For Your Consideration: '$upercapitalist'
A film with a symbol replacing a letter in its title is most likely awful, a lesson we should have learned after Se7en and I ♥ Huckabees. Just how awful such a "symbol" movie could be, however, remained unknown until $upercapitalist, the first feature from director Simon Yin, a movie so terrible it should have gone directly to DVD or cable television. Hopefully, blame is falling on the correct head for whoever green-lighted the distribution of this miserable project, a travesty that should have been recognizable from its hackneyed screenplay. Credit for that happens to go the leading man, Derek Ting, who is just as bad an actor as he is a screenwriter. According to this oddly worshipful article in Forbes, the film was made on a shoestring budget of about $500,000, and it shows.

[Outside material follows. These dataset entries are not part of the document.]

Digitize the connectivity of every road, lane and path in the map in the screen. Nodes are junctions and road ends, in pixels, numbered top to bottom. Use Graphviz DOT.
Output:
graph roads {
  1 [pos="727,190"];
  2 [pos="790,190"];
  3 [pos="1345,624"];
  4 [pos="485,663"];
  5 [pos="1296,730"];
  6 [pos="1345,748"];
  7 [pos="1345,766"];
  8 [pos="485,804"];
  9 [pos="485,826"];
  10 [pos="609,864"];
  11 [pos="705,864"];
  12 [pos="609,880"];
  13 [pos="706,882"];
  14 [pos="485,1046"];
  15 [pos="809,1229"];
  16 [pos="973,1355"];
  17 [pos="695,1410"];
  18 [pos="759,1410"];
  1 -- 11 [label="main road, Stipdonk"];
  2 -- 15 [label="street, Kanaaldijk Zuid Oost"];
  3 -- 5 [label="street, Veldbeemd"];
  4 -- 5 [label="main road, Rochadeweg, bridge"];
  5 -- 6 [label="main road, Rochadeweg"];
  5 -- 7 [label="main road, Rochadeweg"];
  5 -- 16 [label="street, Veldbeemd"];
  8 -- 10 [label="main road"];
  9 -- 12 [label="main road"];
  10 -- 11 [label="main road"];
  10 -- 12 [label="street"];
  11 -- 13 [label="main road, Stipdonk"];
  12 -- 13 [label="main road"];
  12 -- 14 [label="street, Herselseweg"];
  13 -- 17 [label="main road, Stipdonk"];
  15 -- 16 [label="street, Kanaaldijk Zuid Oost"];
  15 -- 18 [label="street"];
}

The mistake to distribute a mediocrity must have come from the fact that the story, such as it is, is somewhat timely, in the aftermath of the worldwide financial meltdown. Derek Ting plays an arrogant New York trader who goes in search of big money in Hong Kong, where he goes inside a company looking for information for his scheming boss back home (a sadly wasted Linus Roache). He manages to break free of his American counterparts (who are so shallow, bro) and learns the important lesson that one can make merely an obscene amount of money and have a family, without having to resort to unethical schemes that will destroy companies. Along the way, he connects his own pointless back story to that of the locals in Hong Kong. If I could have left after 20 minutes of this drivel, I would have.
This film opens today at Landmark's E Street Cinema.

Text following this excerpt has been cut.